Comparative Example 5 The crystalline lithium obtained in Comparative Examples 1 to 4
Using a positive electrode containing a manganese composite oxide as a positive electrode active material, a test lithium ion battery was prepared in the same manner as in Example 12, and the battery performance was evaluated. Table 2 shows the results.

[0073]

[Table 2]

The following can be seen from the above Examples and Comparative Examples. (1) Comparing Example 2 and Comparative Example 1 having the same composition except for the presence or absence of boron, Example 2 has a smaller specific surface area,
High packing density.
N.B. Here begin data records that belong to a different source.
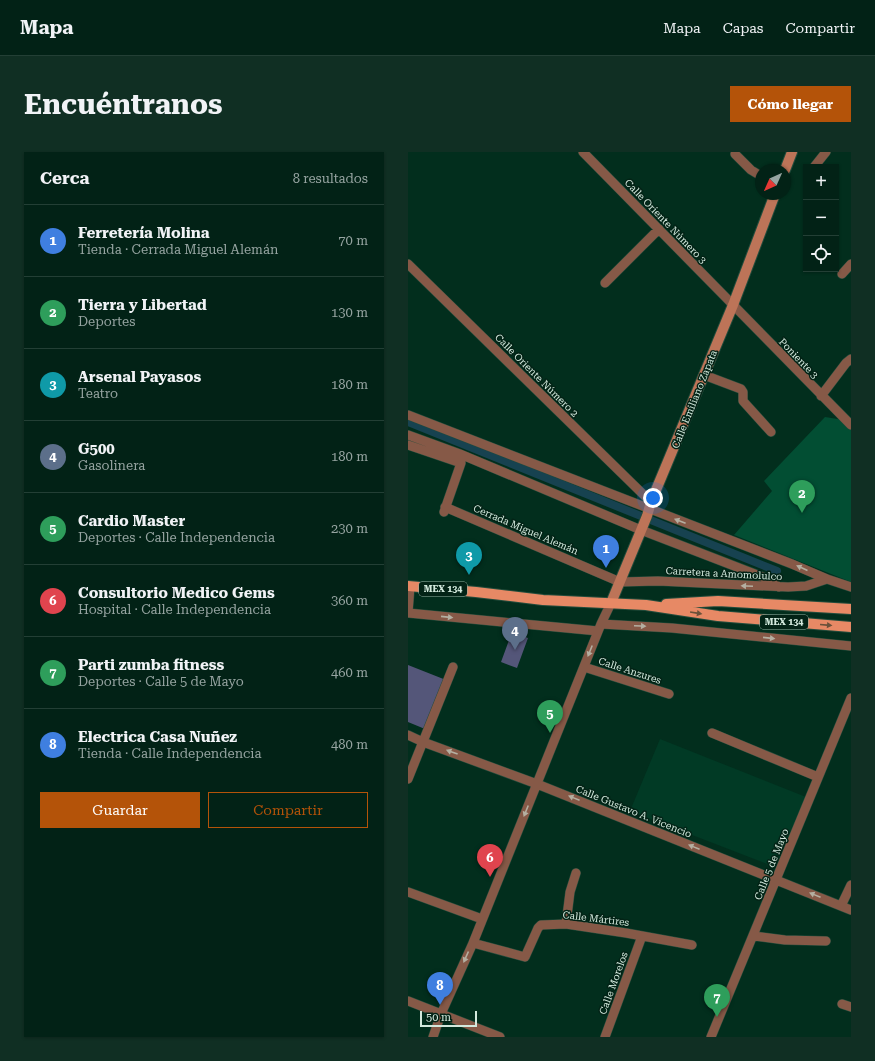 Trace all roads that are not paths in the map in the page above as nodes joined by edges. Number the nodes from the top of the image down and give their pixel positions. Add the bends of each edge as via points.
1 (584, 152) edge
2 (792, 152) edge
3 (826, 152) edge
4 (735, 154) dead end
5 (787, 164) edge
6 (816, 164) edge
7 (755, 172) edge
8 (773, 200) edge
9 (659, 229) junction
10 (408, 264) edge
11 (851, 264) edge
12 (842, 274) dead end
13 (605, 283) dead end
14 (733, 305) junction
15 (851, 359) edge
16 (704, 374) junction
17 (821, 396) junction
18 (408, 415) edge
19 (851, 425) edge
20 (771, 432) dead end
21 (408, 435) edge
22 (408, 445) edge
23 (460, 459) junction
24 (647, 516) junction
25 (827, 579) junction
26 (620, 582) junction
27 (409, 586) edge
28 (779, 587) junction
29 (851, 587) edge
30 (611, 603) junction
31 (646, 605) junction
32 (851, 609) edge
33 (408, 613) edge
34 (600, 627) junction
35 (851, 627) edge
36 (851, 646) edge
37 (453, 667) dead end
38 (584, 667) junction
39 (669, 694) dead end
40 (851, 698) edge
41 (712, 733) dead end
42 (408, 734) edge
43 (423, 742) junction
44 (818, 777) junction
45 (408, 779) edge
46 (537, 784) junction
47 (576, 873) dead end
48 (776, 880) junction
49 (851, 885) edge
50 (408, 892) edge
51 (841, 906) junction
52 (851, 910) edge
53 (482, 919) junction
54 (566, 924) junction
55 (642, 936) junction
56 (754, 936) junction
57 (826, 941) dead end
58 (473, 943) junction
59 (692, 945) dead end
60 (408, 1001) edge
61 (441, 1014) junction
62 (433, 1037) edge
63 (500, 1037) edge
64 (605, 1037) edge
65 (711, 1037) edge

1 - 9 street, Calle Oriente Número 3
2 - 5 street
3 - 6 street
4 - 7 street
8 - 14 street, Calle Emiliano Zapata
9 - 13 street
9 - 14 street, Calle Oriente Número 3
10 - 24 street, Calle Oriente Número 2
11 - 12 street
14 - 16 street, Calle Emiliano Zapata
14 - 17 street, Poniente 3
15 - 17 street
16 - 20 street via 741,389 743,401
16 - 24 street, Calle Emiliano Zapata
17 - 19 street, Poniente 3
18 - 24 street
21 - 23 street
22 - 23 street
23 - 24 street
23 - 26 street, Cerrada Miguel Alemán via 445,509
25 -> 24 street via 792,564
24 - 26 street, Calle Emiliano Zapata
24 - 28 street
25 - 28 street, Carretera a Amomolulco via 806,586
25 - 29 street
28 -> 26 street, Carretera a Amomolulco via 658,581
26 - 30 street, Calle Emiliano Zapata
27 - 30 main road, MEX 134 via 543,600
27 - 33 street
30 - 31 main road, MEX 134
30 - 34 street
31 - 32 main road, MEX 134 via 718,601
31 -> 35 main road, MEX 134 via 718,616
33 -> 34 street
34 -> 36 street via 672,628
34 -> 38 street
37 - 43 street
38 - 39 street, Calle Anzures
38 - 46 street
40 - 44 street, Calle 5 de Mayo
41 - 44 street
42 - 43 street, Calle Gustavo A. Vicencio
43 - 45 street
46 -> 43 street, Calle Gustavo A. Vicencio
44 - 48 street, Calle 5 de Mayo
48 -> 46 street, Calle Gustavo A. Vicencio
46 -> 53 street
47 - 54 street via 570,892
51 -> 48 street, Calle Gustavo A. Vicencio
48 - 56 street, Calle 5 de Mayo
49 - 51 street
50 - 53 street
51 - 52 street, Calle Gustavo A. Vicencio
53 - 58 street
54 - 55 street, Calle Mártires
54 - 58 street, Calle Mártires via 541,925 525,957
55 - 59 street, Calle Mártires
55 - 64 street, Calle Morelos
56 - 57 street
56 - 65 street, Calle 5 de Mayo
58 -> 61 street
60 - 61 street
61 - 62 street
61 - 63 street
Therefore, both the capacity retention rate and the recovery rate are superior to Comparative Example 1. (2) Compared to Example 1 and Comparative Example 2 having the same composition except for the presence or absence of the substituted metal M1, Example 1 is superior in both the capacity retention rate and the recovery rate. (3) When the theoretical amount of lithium is (1.0) as in Comparative Example 3, the capacity retention ratio is inferior to each of the examples in which lithium is at least 1.0 and Mn is substituted. (4) As in Examples 10 and 11, when fluorine is added to Example 7, the discharge capacity is improved.

──────────────────────────────────────────────────の Continued on the front page (51) Int.Cl. ⁷ Identification symbol FI Theme coat ゛ (Reference) H01M 4/58 H01M 4/58 10/40 10/40 Z (72) Inventor Shigeo Nishiwaki Niitsu, Niigata 1-26 Ichitaki Honmachi, JGC Chemicals Development Research Laboratory (72) Inventor Masayuki Hoshina 1-26, Takitani Honmachi, Niitsu City, Niigata Prefecture JGC Chemicals Corporation R & D Laboratory F-term (reference) AE05 4G048 AA04 AA05 AB05 AC06 AD04 AD06 AE05 AE06 5H003 AA07 BA01 BA03 BB05 BC06 BD00 BD01 BD05 5H014 AA02 BB01 BB06 HH00 HH08 5H029 AJ14 AK03 AL12 AM03 AM07 BJ03 CJ02 CJ08 HJ02 HJ07

Claims (4)

[Claims] 1. A spinel-type lithium / manganese composite oxide represented by the following general formula. _{Li (x + y) Mn (} 2-ypq) M1 p M2 q O (4-a) F a ( wherein, 1.0 ≦ x <1.2, 0 <y ≦ 0.2, 1.0 <x +
y ≦ 1.2, 0 <p ≦ 1.0, 0.0005 ≦ q ≦ 0.1, 0 ≦ a
≦ 1.0, M1: at least one metal selected from Ni, Co, Mg, Fe, Al, and Cr; M2: at least one element selected from elements having an oxide melting point of 800 ° C. or less) 2. The spinel-type lithium-manganese composite oxide according to claim 1, wherein the specific surface area is in the range of 0.1 to 2.0 m ² / g. 3. A compound of at least one metal (M1) selected from (i) a lithium compound, (ii) a manganese compound, (iii) Ni, Co, Mg, Fe, Al and Cr, and (iv) an oxide. At least one compound selected from the elements (M2) having a melting point of 800 ° C. or less, and (v) a fluorine compound, wherein the atomic ratio of Li: Mn: M1: M2: F is (x + y) :( 2-
ypq): p: q: a (where 1.0 ≦ x <1.2, 0
<Y ≦ 0.2, 1.0 <x + y ≦ 1.2, 0 <p ≦ 1.0, 0.0005 ≦
(q ≦ 0.1, 0 ≦ a ≦ 1.0) to prepare a water suspension, and after drying the water suspension, calcination at a temperature of 650 to 900 ° C. A method for producing a lithium-manganese composite oxide. 4. A lithium ion secondary battery having a positive electrode containing the spinel-type lithium-manganese composite oxide according to claim 1 as a positive electrode active material.